§ Information:
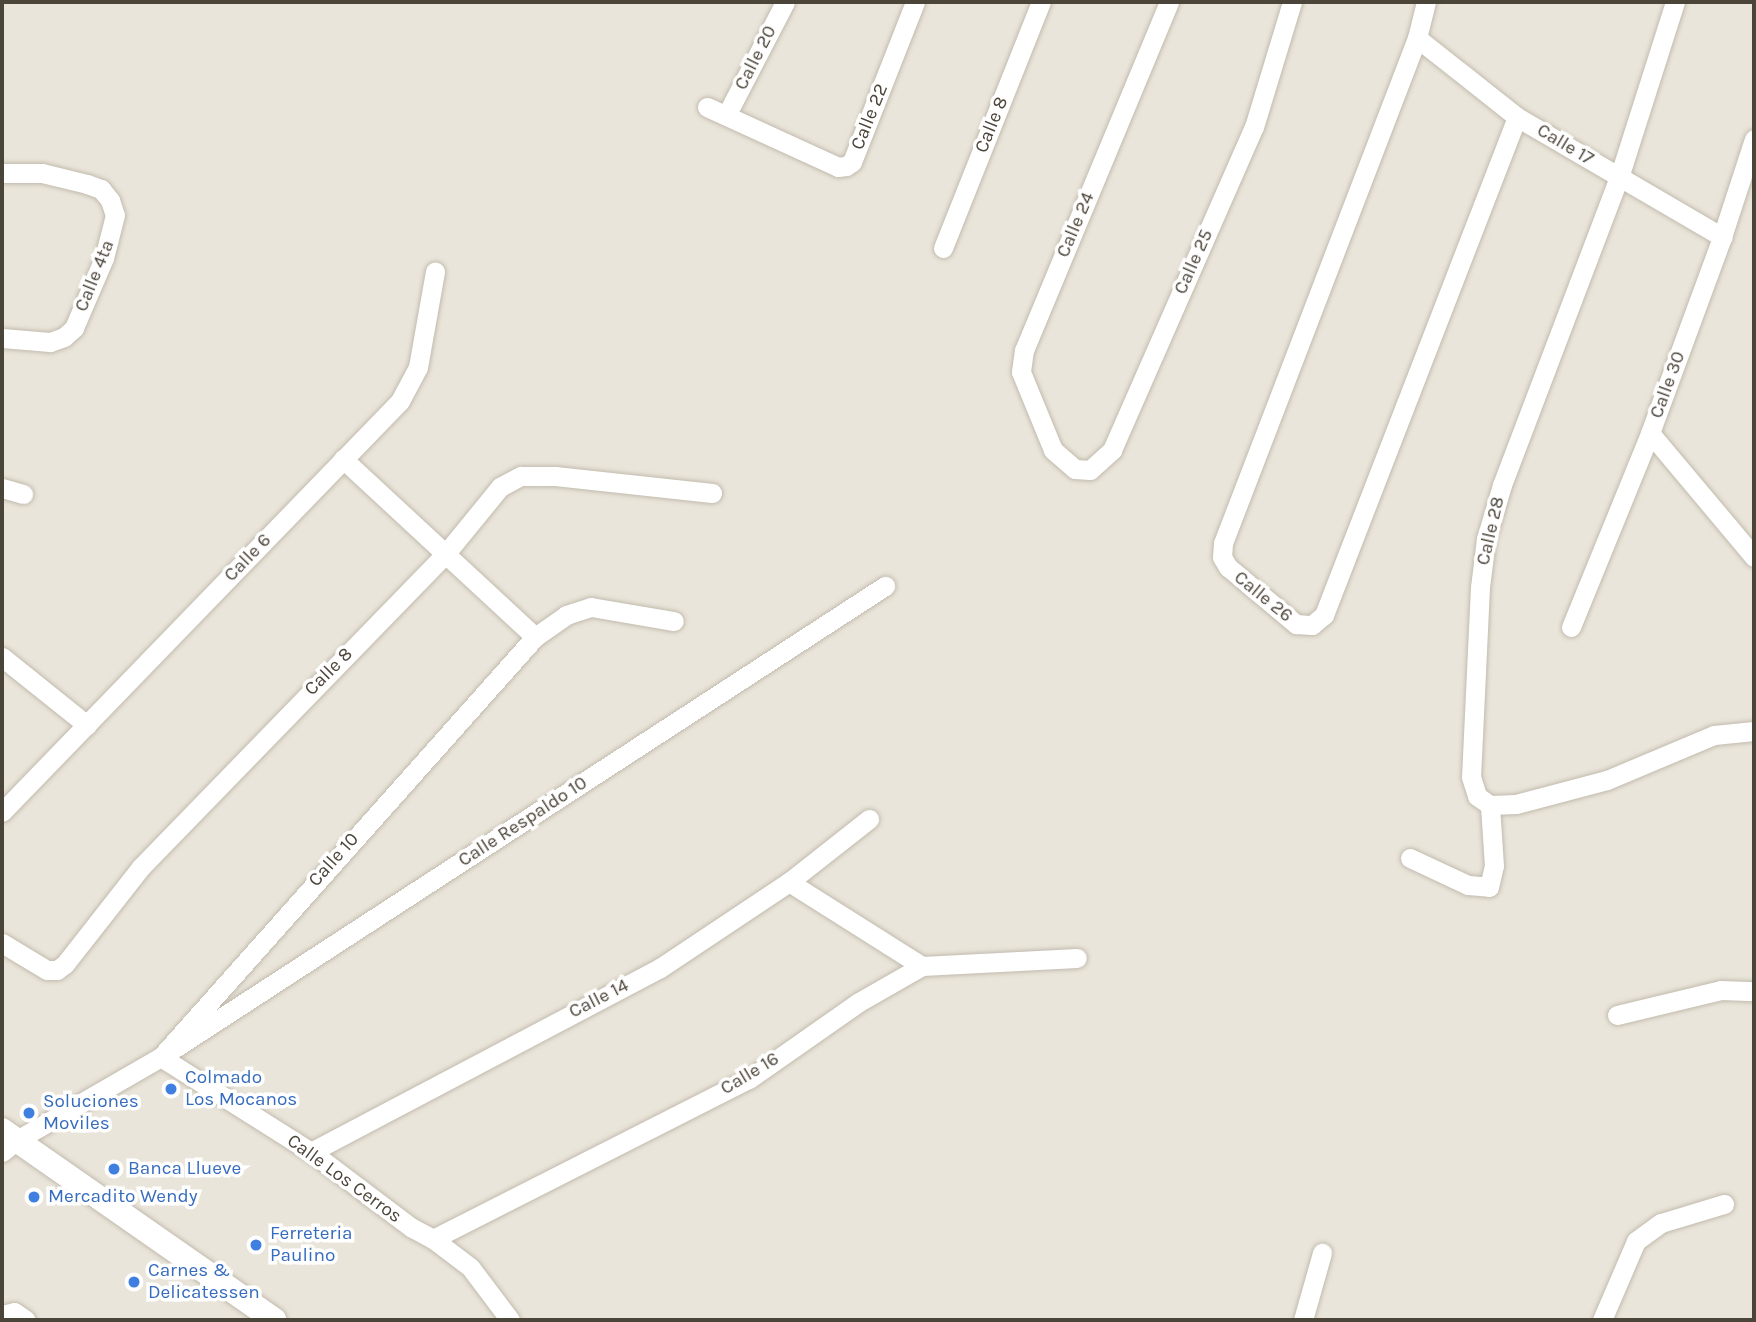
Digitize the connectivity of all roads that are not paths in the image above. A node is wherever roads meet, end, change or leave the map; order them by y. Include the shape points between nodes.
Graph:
1 (785, 2) edge
2 (915, 2) edge
3 (1041, 2) edge
4 (1169, 2) edge
5 (1292, 2) edge
6 (1426, 2) edge
7 (1675, 2) edge
8 (1417, 38) junction
9 (707, 107) dead end
10 (727, 114) junction
11 (1517, 117) junction
12 (1754, 139) edge
13 (2, 173) edge
14 (1619, 177) junction
15 (1722, 237) junction
16 (943, 248) dead end
17 (435, 272) dead end
18 (2, 338) edge
19 (1650, 433) junction
20 (1053, 450) joint
21 (343, 458) junction
22 (2, 488) edge
23 (712, 493) dead end
24 (23, 494) dead end
25 (447, 552) junction
26 (1754, 557) edge
27 (885, 586) dead end
28 (674, 621) dead end
29 (1571, 627) dead end
30 (534, 637) junction
31 (2, 657) edge
32 (87, 725) junction
33 (1754, 731) edge
34 (1490, 804) junction
35 (2, 812) edge
36 (869, 819) dead end
37 (1410, 858) dead end
38 (789, 882) junction
39 (2, 943) edge
40 (1076, 958) dead end
41 (922, 966) junction
42 (1754, 991) edge
43 (1617, 1015) dead end
44 (161, 1057) junction
45 (7, 1141) edge
46 (311, 1152) junction
47 (1724, 1204) dead end
48 (433, 1239) junction
49 (1322, 1253) dead end
50 (2, 1315) edge
51 (26, 1320) edge
52 (274, 1320) edge
53 (510, 1320) edge
54 (1303, 1320) edge
55 (1601, 1320) edge

1 - 10 street, Calle 20
2 - 10 street, Calle 22 via 852,162 838,167
3 - 16 street, Calle 8
4 - 20 street, Calle 24 via 1024,350 1021,372
5 - 20 street, Calle 25 via 1254,127 1111,450 1090,470 1075,469
6 - 8 street, Calle 26
7 - 14 street, Calle 28
8 - 11 street, Calle 17
8 - 11 street, Calle 26 via 1223,543 1222,558 1228,567 1296,624 1312,625 1324,615
9 - 10 street, Calle 22
11 - 14 street, Calle 17
12 - 15 street, Calle 30
13 - 18 street, Calle 4ta via 42,173 101,189 115,215 108,246 74,328 50,342
14 - 15 street, Calle 17
14 - 34 street, Calle 28 via 1502,485 1486,539 1471,777 1477,796
15 - 19 street, Calle 30
17 - 21 street, Calle 6 via 418,367 400,401
19 - 26 street
19 - 29 street, Calle 30
21 - 25 street
21 - 32 street, Calle 6
22 - 24 street
23 - 25 street, Calle 8 via 521,476 500,487
25 - 30 street
25 - 39 street, Calle 8 via 141,867 65,964 47,970
27 - 44 street, Calle Respaldo 10
28 - 30 street, Calle 10 via 591,607 566,615
30 - 44 street, Calle 10
31 - 32 street
32 - 35 street, Calle 6
33 - 34 street via 1714,735 1607,780 1516,804
34 - 37 street via 1494,866 1489,887 1468,885
36 - 38 street, Calle 14
38 - 41 street
38 - 46 street, Calle 14 via 660,968
40 - 41 street, Calle 16
41 - 48 street, Calle 16 via 859,1002 749,1079
42 - 43 street via 1721,990
44 - 45 street, Calle 10
44 - 46 street, Calle Los Cerros
45 - 52 street
46 - 48 street, Calle Los Cerros
47 - 55 street via 1661,1223 1636,1241
48 - 53 street, Calle Los Cerros via 470,1267
49 - 54 street
50 - 51 street via 14,1312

§ Work order: Scan the data above, find each line with "Cerros", and copy it.

§ Answer below:
44 - 46 street, Calle Los Cerros
46 - 48 street, Calle Los Cerros
48 - 53 street, Calle Los Cerros via 470,1267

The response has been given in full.